Whether the death is sudden or expected, there’s no denying the unbearable sadness of a loved one’s passing. It's a tragedy for which no one can truly prepare.
A wake is one of the ways that mourners can start the grieving process. It takes place before the funeral and is a time for friends and family of the deceased to gather and pay their final respects. It is a pre-funeral reception hosted in honor of the deceased person.
The Origin of Wakes
Wakes originate from Catholic traditions where mourners would stay awake throughout the night gathered together until the deceased was buried, in order to protect them from evil spirits. In the past, wakes were held in the home one or more days before the funeral. However, nowadays wakes are typically held the same day of the funeral in either the funeral home, social hall or house of worship.
What to Expect At a Wake
If this is one of the first wakes you’ll be attending, you may be confused and anxious about what to expect. Many expectations for a wake are similar to those for a funeral. To be respectful, make sure that you arrive on time. Arriving late can be seen as rude and disrespectful. You can find out the exact time by consulting the funeral home, if that’s where it’s to be held, or the host if the wake will be held at a family member’s house.
When it comes to attire, ensure that your outfit is subdued. As at the funeral, during wakes mourners should be in plain outfits, usually of dark colors, so as not to draw attention to themselves and away from the deceased.
At the wake itself, there’s no one thing that you should expect. Wakes vary depending on religious customs or the wishes of the loved one who has passed.

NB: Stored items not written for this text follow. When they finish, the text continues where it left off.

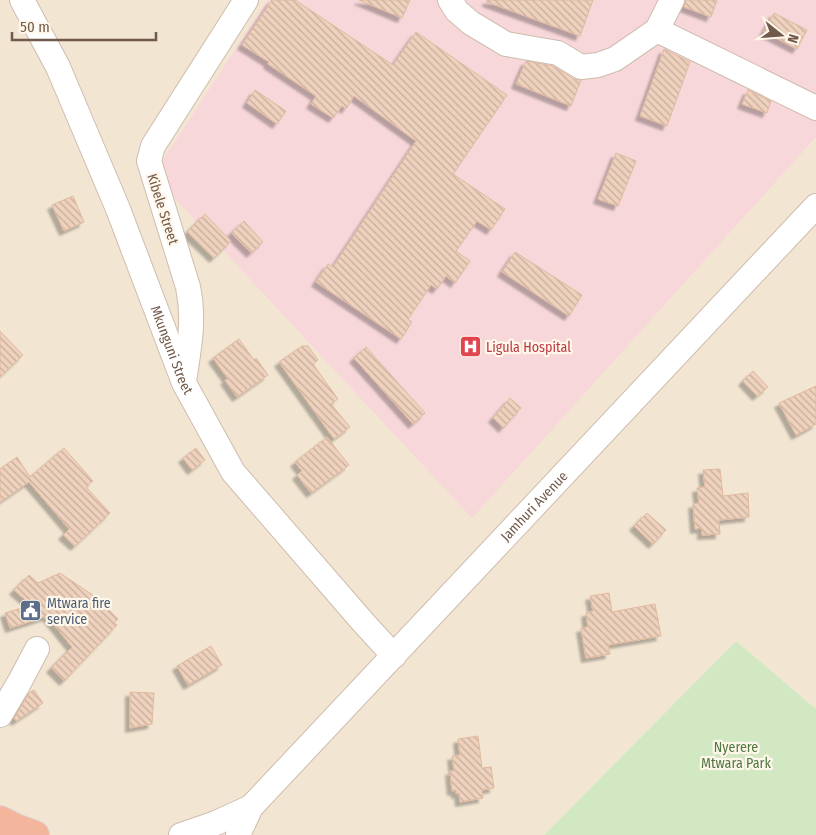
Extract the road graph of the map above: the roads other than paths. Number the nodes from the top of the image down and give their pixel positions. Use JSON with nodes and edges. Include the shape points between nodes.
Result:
{"nodes":[{"id":1,"x":22,"y":0,"type":"edge"},
{"id":2,"x":246,"y":0,"type":"edge"},
{"id":3,"x":450,"y":0,"type":"edge"},
{"id":4,"x":672,"y":0,"type":"edge"},
{"id":5,"x":657,"y":30,"type":"junction"},
{"id":6,"x":816,"y":108,"type":"edge"},
{"id":7,"x":816,"y":206,"type":"edge"},
{"id":8,"x":184,"y":383,"type":"junction"},
{"id":9,"x":36,"y":648,"type":"dead end"},
{"id":10,"x":394,"y":656,"type":"junction"},
{"id":11,"x":0,"y":715,"type":"edge"},
{"id":12,"x":251,"y":807,"type":"junction"},
{"id":13,"x":0,"y":820,"type":"edge"},
{"id":14,"x":35,"y":835,"type":"edge"},
{"id":15,"x":181,"y":835,"type":"edge"},
{"id":16,"x":238,"y":835,"type":"edge"}],
"edges":[{"from":1,"to":8,"type":"street","name":"Mkunguni Street","via":[[58,67],[114,200]]},
{"from":2,"to":8,"type":"street","name":"Kibele Street","via":[[153,146],[149,161],[192,307]]},
{"from":3,"to":5,"type":"street","via":[[471,23],[506,44],[558,53],[581,67],[615,58]]},
{"from":4,"to":5,"type":"street"},
{"from":5,"to":6,"type":"street"},
{"from":7,"to":10,"type":"street","name":"Jamhuri Avenue"},
{"from":8,"to":10,"type":"street","name":"Mkunguni Street","via":[[233,472]]},
{"from":9,"to":11,"type":"street"},
{"from":10,"to":12,"type":"street","name":"Jamhuri Avenue"},
{"from":12,"to":15,"type":"street"},
{"from":12,"to":16,"type":"street"},
{"from":13,"to":14,"type":"highway"}]}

If the family chooses to have an open-casket wake, the body of the deceased is usually available for viewing in the corner of the room. Those who wish to show their last respects by viewing the body may do so—however, this is optional. If you are uncomfortable viewing the body, don’t feel obligated. Your presence and heartfelt condolences at the wake are an adequate expression of respect.
If the deceased was cremated, the family will usually put the urn on display surrounded by photographs of their deceased loved one, as well as flowers. The wake may also be a closed casket, which means you will be asked to pay your respects simply by your presence.
While it’s very appropriate to send flowers to the family of the deceased following the wake, it’s not recommended to bring the flowers, or any other gifts, into the wake itself. If you would like to send your condolences to the family in the form of flowers, you should send them to the family after the wake.
Respect Is Key
The wake is a time when grief is at an all-time high. Above all, maintain a respectful demeanor, and let your presence lift the grieving family, rather than adding extra stress. Your presence during this tough time will bring comfort to the family when they need it the most.